** Opening Information supplied block **

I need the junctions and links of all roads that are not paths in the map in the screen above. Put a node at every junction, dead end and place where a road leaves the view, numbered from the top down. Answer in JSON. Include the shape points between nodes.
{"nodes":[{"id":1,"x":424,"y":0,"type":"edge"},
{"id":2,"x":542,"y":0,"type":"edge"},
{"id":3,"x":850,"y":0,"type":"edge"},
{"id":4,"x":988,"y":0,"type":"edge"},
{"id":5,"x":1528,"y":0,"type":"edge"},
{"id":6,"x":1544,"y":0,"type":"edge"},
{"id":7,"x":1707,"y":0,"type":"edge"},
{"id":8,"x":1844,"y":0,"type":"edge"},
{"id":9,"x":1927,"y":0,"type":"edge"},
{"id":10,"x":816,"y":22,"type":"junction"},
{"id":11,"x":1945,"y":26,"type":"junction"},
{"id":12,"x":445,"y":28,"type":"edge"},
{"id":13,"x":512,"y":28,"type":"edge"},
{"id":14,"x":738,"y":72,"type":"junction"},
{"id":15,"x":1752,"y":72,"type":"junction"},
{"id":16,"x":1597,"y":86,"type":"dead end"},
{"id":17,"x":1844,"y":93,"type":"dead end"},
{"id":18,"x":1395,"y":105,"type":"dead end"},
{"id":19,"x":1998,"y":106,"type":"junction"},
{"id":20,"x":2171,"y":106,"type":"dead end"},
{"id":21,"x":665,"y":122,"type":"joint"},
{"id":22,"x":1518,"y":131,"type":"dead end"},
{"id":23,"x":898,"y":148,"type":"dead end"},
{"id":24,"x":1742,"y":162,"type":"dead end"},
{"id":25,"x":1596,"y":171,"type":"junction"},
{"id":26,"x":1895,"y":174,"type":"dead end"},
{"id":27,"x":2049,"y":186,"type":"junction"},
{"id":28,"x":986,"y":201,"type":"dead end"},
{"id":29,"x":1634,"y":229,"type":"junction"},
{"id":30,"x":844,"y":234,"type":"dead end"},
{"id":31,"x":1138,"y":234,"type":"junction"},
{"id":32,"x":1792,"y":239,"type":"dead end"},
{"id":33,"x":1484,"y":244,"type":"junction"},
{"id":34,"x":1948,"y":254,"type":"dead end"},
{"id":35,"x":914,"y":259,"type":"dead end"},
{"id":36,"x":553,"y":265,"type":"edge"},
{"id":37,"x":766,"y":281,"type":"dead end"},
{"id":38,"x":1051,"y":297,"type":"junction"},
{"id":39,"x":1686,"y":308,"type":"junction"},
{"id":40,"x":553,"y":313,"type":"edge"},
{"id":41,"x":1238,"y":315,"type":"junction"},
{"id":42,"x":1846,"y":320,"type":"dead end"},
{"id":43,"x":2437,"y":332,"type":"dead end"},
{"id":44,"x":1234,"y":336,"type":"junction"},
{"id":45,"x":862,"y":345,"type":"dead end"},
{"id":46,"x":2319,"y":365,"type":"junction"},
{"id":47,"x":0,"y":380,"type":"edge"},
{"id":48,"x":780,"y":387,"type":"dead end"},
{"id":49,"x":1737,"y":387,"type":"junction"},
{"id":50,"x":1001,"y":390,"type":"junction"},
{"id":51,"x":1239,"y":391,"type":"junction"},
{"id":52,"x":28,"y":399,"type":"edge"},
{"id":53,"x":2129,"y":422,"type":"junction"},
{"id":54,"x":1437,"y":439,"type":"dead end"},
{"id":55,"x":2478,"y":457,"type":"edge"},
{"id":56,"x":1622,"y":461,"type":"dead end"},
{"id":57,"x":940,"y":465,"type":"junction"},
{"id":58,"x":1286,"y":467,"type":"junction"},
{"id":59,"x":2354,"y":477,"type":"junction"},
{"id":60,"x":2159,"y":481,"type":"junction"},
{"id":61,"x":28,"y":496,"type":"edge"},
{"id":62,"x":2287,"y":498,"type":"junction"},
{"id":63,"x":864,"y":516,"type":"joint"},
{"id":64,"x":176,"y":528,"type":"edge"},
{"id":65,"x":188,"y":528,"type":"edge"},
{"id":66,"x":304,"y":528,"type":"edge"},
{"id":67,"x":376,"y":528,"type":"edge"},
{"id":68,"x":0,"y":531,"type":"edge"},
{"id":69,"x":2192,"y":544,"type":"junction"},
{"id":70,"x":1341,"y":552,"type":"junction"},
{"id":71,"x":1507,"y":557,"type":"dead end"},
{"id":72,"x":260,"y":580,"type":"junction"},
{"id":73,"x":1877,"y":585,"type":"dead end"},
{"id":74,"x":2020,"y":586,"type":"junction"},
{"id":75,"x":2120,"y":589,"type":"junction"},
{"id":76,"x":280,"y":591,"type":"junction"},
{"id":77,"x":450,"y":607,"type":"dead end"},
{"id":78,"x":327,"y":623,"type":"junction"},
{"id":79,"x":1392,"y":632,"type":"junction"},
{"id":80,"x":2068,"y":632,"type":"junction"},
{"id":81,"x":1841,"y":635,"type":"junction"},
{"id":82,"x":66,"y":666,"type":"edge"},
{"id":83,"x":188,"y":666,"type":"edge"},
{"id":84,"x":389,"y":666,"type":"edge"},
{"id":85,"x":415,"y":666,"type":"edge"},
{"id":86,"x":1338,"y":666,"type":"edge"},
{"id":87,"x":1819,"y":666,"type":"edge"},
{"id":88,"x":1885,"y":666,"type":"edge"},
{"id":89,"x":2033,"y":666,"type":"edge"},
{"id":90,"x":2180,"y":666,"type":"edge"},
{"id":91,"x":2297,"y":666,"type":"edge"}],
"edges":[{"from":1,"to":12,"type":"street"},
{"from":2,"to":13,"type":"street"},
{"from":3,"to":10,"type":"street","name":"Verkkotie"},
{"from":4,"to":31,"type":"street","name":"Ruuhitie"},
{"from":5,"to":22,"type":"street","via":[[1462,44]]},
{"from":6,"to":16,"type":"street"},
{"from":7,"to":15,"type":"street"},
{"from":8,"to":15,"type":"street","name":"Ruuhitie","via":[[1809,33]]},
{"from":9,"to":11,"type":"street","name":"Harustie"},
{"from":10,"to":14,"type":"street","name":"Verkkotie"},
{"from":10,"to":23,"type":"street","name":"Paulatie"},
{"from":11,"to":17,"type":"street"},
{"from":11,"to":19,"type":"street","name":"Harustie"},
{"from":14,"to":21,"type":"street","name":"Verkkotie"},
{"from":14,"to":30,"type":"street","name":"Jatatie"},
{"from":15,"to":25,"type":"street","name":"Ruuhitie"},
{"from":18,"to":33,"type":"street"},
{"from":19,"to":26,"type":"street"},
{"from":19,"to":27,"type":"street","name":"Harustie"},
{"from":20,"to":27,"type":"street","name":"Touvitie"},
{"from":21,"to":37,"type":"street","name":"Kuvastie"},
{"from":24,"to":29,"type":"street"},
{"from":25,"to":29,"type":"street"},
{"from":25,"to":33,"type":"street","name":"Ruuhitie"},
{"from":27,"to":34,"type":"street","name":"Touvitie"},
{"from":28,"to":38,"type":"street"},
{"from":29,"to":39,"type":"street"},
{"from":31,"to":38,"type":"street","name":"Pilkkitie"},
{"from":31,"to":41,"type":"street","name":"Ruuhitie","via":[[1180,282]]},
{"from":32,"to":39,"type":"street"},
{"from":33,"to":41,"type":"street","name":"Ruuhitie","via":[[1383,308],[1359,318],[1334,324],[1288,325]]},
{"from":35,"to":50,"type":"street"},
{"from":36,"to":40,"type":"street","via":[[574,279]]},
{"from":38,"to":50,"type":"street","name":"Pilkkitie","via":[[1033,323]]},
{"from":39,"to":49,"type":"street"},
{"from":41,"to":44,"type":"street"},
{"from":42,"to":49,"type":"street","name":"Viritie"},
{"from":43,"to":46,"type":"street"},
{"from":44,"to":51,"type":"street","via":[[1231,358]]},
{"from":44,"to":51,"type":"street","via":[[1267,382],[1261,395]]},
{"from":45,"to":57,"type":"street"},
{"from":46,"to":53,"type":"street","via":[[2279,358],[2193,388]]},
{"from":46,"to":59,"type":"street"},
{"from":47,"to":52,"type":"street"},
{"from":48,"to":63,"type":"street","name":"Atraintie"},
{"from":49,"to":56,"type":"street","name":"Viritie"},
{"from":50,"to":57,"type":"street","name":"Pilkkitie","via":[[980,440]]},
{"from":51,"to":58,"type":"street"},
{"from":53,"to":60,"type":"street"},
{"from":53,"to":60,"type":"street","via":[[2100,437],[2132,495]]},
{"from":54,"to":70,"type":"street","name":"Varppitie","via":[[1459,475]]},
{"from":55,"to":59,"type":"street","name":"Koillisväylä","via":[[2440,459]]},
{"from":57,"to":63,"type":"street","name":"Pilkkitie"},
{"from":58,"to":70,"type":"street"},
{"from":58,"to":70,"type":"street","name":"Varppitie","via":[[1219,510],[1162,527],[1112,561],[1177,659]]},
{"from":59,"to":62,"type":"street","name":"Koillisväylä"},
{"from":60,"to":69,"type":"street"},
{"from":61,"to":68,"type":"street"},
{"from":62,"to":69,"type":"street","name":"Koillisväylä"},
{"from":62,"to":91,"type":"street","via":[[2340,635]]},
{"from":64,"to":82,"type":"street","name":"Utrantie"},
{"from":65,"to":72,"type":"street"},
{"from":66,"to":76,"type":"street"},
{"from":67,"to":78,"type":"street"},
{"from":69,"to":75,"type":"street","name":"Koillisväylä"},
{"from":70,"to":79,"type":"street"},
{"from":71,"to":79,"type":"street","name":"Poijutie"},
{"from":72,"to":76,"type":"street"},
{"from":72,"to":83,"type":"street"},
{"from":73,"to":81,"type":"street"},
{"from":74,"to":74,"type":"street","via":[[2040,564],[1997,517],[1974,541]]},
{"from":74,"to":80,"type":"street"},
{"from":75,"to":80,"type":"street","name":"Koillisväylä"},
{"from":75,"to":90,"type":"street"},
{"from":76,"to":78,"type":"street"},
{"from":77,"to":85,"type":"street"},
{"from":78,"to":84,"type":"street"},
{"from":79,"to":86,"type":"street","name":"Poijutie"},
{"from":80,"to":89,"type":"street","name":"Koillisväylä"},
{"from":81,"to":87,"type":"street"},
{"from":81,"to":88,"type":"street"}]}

** Closing Information supplied block **

Work instruction. Go through the material above, find each line with the string "nodes", and copy it.

Result for this task.
I need the junctions and links of all roads that are not paths in the map in the screen above. Put a node at every junction, dead end and place where a road leaves the view, numbered from the top down. Answer in JSON. Include the shape points between nodes.
{"nodes":[{"id":1,"x":424,"y":0,"type":"edge"},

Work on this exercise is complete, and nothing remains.